There's a pretty high chance that most of you reading this will have fallen foul of a subscription service auto-renewing before you have the chance to cancel it. There's also a very real chance that some of you have subscriptions to services right now that you haven't used for months. Either you've forgotten you signed up in the first place, or you're reminded of the $7.99 leaving your account every now and again only to forget about it before having the chance to stop the money from leaving your account again a month later.
If you think the whole auto-renewal system feels a little shady, well, the Competition and Markets Authority (CMA) agrees with you. The CMA conducted an investigation into the way video game subscriptions work, and both Sony and Nintendo have agreed to alter their guidelines off the back of its findings, reports GamesIndustry.biz.
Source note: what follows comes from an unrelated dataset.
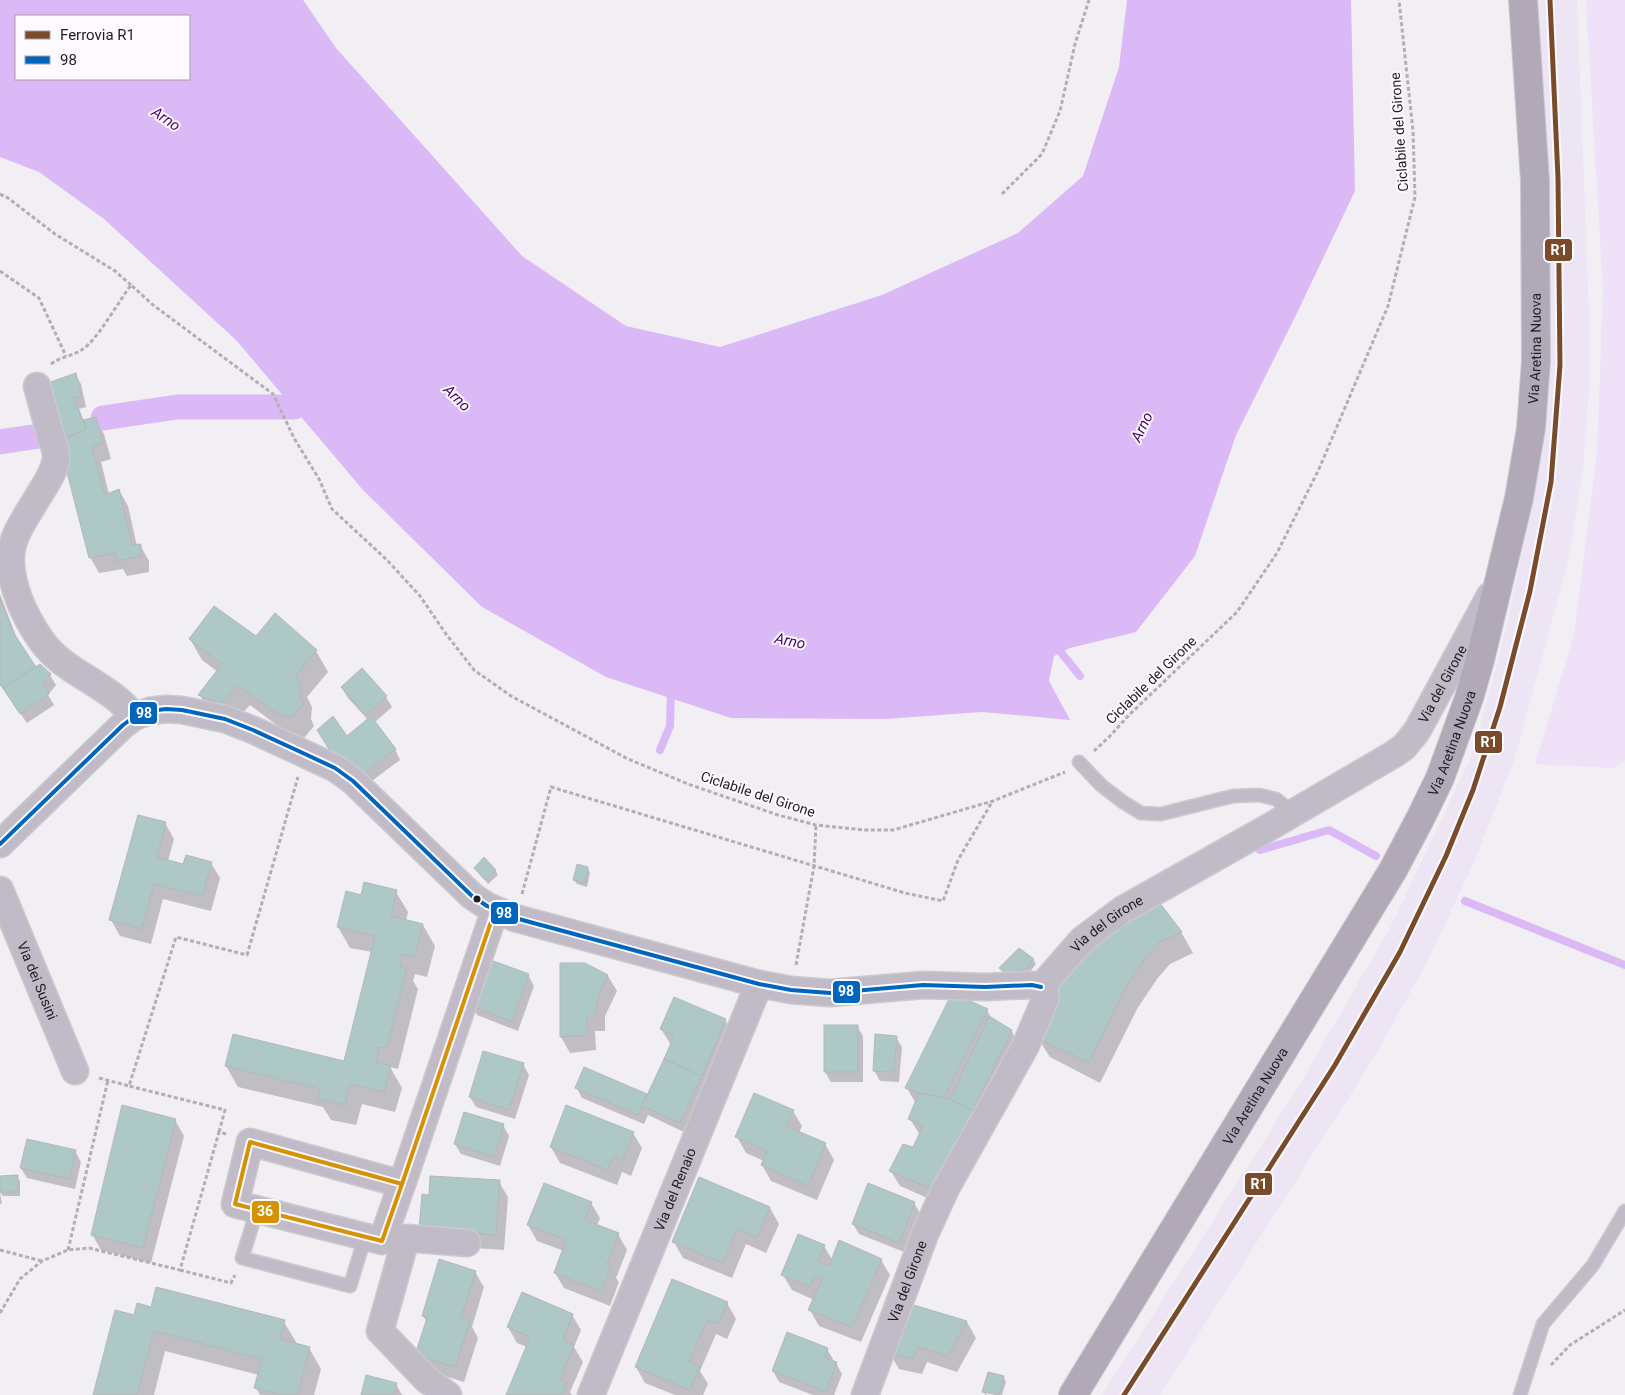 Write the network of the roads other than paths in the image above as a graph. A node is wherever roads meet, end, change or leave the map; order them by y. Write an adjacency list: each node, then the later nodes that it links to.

Ahead of its big PS Plus revamp later this year, PlayStation has revealed a number of changes to the way it will handle subscribers who remain signed up but haven't used the service for an extended period of time. Inactive users with an active subscription will first be contacted to remind them they are still paying for PS Plus. If there's no response but the subscription remains active, PlayStation will eventually stop taking payments.
Nintendo will also be making changes to its own online subscription service NSO. Nintendo is tackling the issue at the source, turning off the auto-renewal option for those who sign up. If you want your subscription to roll over and renew automatically, you will need to effectively opt in and toggle the option on yourself. This will eliminate the risk of anyone trying NSO out to see how it feels and then staying signed up even if they discover they don't like it or don't use it enough to warrant a monthly fee.
Both Sony and Nintendo are following in the footsteps of Microsoft which took its own measures in response to the CMA's investigation earlier this year. Microsoft made all of its Xbox subscription service information far clearer in January, making things like how to cancel and how to claim a refund far clearer.